Electrophysiology confirmed this mechanistic leap. In planar lipid bilayers, purified TMcin-G1905 produced stepwise current jumps with median conductance of 10.8 nS in 150 mM KCl—orders of magnitude greater than canonical AMP channels such as gramicidin A. The pores displayed linear current–voltage relationships and negligible ion selectivity, signifying large aqueous conduits. AlphaFold2 multimer modeling and microsecond molecular-dynamics simulations converged on stable ring-like assemblies of roughly twenty peptides forming a β-barrel inner wall encircled by a hydrophobic helix belt. Hydrogen bonding and inter-strand salt bridges knit the oligomer together, while simulations in cardiolipin-containing bilayers demonstrated long-lived structural integrity. Circular-dichroism spectra supported mixed α/β content in solution, matching computational predictions.
Functionally, these pores are massive: S. aureus cells exposed to TMcin became permeable to 40 kDa fluorescent dextran and polysucrose probes, confirming translocation channels up to ~10 nm in diameter, comparable to classical protein toxins yet built from a 5.8 kDa peptide. The study further uncovered a natural partnership between TMcin and the staphylococcal surfactant peptides, phenol-soluble modulins, PSMs. PSMs enhanced TMcin solubility and diffusion, acting as molecular chaperones that release the hydrophobic AMP from producer membranes, an elegant co-evolutionary adaptation within the same bacterial species.
Beyond its microbiological novelty, TMcin reshapes our understanding of AMP structure–function space. It bridges the conceptual divide between disordered, transiently permeabilizing peptides and structured, protein-scale pore-formers, establishing a continuum of membrane-active architectures. The TMcin BGC represents a new ribosomally synthesized and post-translationally modified peptide, RiPP, family, previously hidden from genome-mining algorithms due to its unusual sequence and domain composition. Its discovery suggests that additional, unrecognized AMP classes remain embedded within microbial genomes, awaiting phenotype-driven approaches for identification.

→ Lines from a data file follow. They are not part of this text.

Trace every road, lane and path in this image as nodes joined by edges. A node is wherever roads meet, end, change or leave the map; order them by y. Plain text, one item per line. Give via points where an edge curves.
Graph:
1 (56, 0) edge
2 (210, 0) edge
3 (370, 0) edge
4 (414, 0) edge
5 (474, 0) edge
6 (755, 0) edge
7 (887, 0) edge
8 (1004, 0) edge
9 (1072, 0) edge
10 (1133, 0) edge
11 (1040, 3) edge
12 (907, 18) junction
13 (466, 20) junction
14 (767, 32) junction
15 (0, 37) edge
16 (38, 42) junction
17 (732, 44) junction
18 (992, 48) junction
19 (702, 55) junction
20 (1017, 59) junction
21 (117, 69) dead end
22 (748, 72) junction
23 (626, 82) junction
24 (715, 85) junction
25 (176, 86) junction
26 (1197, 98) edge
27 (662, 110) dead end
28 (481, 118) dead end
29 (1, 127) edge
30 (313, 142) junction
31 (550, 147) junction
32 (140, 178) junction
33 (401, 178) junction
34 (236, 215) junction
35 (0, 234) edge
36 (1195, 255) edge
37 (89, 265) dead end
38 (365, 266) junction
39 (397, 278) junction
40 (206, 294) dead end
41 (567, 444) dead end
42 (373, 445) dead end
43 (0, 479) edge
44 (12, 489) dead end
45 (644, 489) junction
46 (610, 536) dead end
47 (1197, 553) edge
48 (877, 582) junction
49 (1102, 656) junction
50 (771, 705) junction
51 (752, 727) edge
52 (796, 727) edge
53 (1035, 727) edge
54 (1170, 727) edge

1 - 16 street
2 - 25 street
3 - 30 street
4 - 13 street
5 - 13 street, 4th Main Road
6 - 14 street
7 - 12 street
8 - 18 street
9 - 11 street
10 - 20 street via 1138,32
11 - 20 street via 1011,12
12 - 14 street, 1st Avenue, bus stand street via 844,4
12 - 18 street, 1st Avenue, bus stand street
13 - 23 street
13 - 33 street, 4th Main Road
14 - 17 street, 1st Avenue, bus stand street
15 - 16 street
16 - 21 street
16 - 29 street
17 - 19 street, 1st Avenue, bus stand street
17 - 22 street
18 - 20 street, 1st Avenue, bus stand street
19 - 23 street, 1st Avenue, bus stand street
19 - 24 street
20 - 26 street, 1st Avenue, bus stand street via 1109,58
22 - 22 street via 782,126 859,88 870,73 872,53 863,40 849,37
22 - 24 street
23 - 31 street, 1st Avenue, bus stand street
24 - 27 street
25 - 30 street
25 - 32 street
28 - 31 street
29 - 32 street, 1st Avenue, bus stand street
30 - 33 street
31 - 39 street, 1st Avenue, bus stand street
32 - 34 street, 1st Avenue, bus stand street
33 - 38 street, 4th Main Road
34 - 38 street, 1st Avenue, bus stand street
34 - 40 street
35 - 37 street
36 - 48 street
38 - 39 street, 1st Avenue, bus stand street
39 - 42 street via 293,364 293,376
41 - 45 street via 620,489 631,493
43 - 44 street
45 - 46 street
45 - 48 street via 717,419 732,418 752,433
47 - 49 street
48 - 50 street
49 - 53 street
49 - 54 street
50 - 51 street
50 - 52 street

By coupling genomics, structural modeling, electrophysiology, and microscopy, Dickey and colleagues reveal an AMP that functions as a true nanoscale pore-forming complex. The implications are profound: TMcins provide a new mechanistic template for engineering stable β-barrel pores from short peptides, opening avenues for synthetic antimicrobial design, biosensing, and controlled molecular transport. At a broader level, they underscore the evolutionary ingenuity of bacterial defense systems and expand the molecular repertoire available to counter antimicrobial resistance.